[Users] GRHydro::Con2Prim question
g.crotti1 at campus.unimib.it
Fri Nov 15 04:29:48 CST 2019
thank you for the explanation.
Actually, I did mean the fifth reflevel (e.g. level "4", counting from 0).
My thoughts were the following: if the finest reflevel is the eighth (that
is reflevel "7"), at this reflevel the code is executed at each iteration;
on reflevel "6", every two iterations; on reflevel "5", every four
iterations and on reflevel "4" (on which I get the crash) every eight
iterations. So everything should be correct, if I have understood you
Il giorno gio 14 nov 2019 alle ore 18:22 Haas, Roland <rhaas at illinois.edu>
> Hello Giulia,
> this has to do with the order of timesteps when doing subcycling in
> time (which is what Carpet does).
> cctk_iteration counts RHS evaluations, and is not directly related to
> cctk_time ie cctk_time != cctk_iteration * DELTA_TIME.
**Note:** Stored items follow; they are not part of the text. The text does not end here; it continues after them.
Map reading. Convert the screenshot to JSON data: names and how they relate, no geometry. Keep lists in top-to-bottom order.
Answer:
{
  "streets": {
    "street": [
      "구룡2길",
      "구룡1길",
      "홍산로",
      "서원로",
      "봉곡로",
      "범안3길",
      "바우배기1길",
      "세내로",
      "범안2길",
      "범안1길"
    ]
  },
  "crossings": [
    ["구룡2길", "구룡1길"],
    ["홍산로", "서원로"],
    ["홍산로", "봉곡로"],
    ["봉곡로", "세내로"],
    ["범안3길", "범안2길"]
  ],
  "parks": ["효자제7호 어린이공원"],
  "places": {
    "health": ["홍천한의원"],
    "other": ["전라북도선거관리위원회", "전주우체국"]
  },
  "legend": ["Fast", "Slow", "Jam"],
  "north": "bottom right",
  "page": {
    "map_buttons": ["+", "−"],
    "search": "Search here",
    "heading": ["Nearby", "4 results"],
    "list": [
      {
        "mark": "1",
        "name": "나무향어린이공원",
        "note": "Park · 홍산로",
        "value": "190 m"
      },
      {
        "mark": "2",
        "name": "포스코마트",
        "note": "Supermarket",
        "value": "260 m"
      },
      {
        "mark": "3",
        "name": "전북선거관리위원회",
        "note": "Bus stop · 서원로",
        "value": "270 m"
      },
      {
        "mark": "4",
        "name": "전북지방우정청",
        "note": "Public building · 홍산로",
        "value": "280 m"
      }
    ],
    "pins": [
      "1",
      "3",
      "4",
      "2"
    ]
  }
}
> Basically the coarsest reflevel has to step first, so that in iteration
> 1 (evaluating the RHS for the first time) all reflevels 0..7 step
> forward and evaluate the RHS in the EVOL bin.
> In the ANALYSIS bin code only runs once data has been properly
> restricted from the finer ones etc. Which happens at slightly different
> times than EVOL.
> The net result is that in *EVOL* a function runs in refinement levels
> whenever (cctk_iteration - 1) % reflevel_every == 0 while in *ANALYSIS*
> it is cctk_iteration % reflevel_every == 0. The strange rule in EVOL
> comes from asking "was the last iteration one where the timelevel was
> aligned so that I now need to compute a new RHS"?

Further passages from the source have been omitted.